* Your task
Of the lines in the data below, write out exactly those from the one holding "pinky mcp: (166, 212)" through the one holding "pinky tip: (238, 223)", both included.

* The data

# # #

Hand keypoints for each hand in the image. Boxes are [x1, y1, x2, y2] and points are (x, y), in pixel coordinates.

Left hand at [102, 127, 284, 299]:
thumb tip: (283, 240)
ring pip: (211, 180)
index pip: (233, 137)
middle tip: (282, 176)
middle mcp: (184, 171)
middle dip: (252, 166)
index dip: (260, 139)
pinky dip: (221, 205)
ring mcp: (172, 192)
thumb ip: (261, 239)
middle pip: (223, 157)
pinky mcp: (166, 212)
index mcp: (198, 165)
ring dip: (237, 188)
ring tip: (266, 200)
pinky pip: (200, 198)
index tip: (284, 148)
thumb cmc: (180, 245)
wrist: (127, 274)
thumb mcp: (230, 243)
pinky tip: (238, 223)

# # #

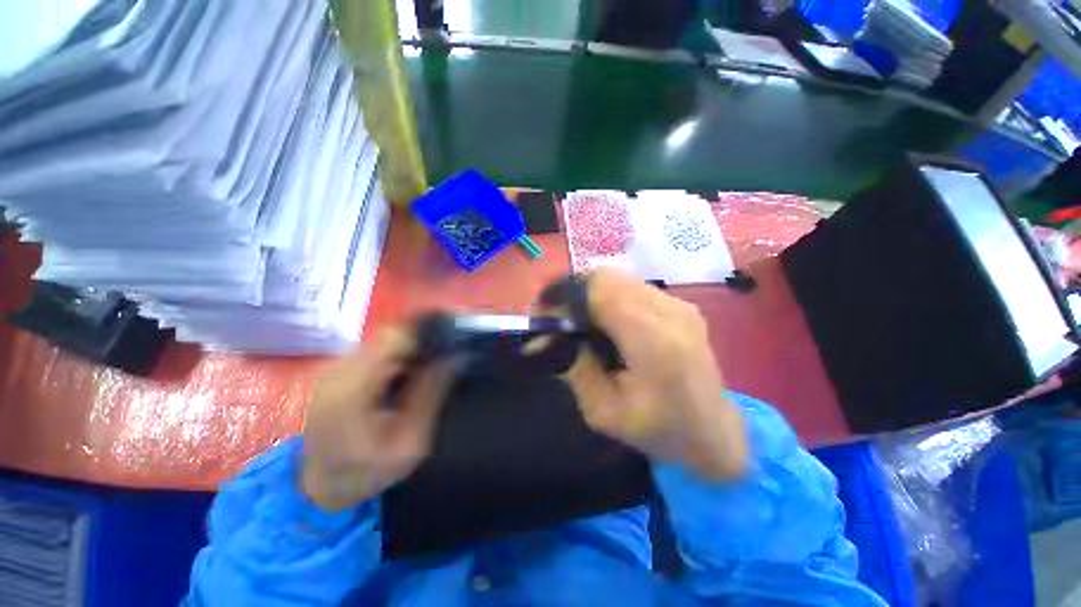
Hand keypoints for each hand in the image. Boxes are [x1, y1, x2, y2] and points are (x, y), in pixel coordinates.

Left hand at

# # #

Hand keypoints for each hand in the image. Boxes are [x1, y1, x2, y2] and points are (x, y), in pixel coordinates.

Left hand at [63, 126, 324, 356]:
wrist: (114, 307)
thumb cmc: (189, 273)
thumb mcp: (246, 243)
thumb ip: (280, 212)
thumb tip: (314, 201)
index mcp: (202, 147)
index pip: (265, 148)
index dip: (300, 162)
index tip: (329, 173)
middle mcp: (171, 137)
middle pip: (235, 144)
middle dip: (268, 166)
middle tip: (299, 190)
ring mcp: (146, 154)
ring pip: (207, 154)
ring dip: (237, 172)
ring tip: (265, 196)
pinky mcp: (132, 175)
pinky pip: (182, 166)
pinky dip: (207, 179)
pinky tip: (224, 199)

# # #

* Exercise output
pinky mcp: (166, 212)
index mcp: (198, 165)
ring dip: (237, 188)
ring tip: (266, 200)
pinky pip: (200, 198)
index tip: (284, 148)
thumb cmc: (180, 245)
wrist: (127, 274)
thumb mcp: (230, 243)
pinky tip: (238, 223)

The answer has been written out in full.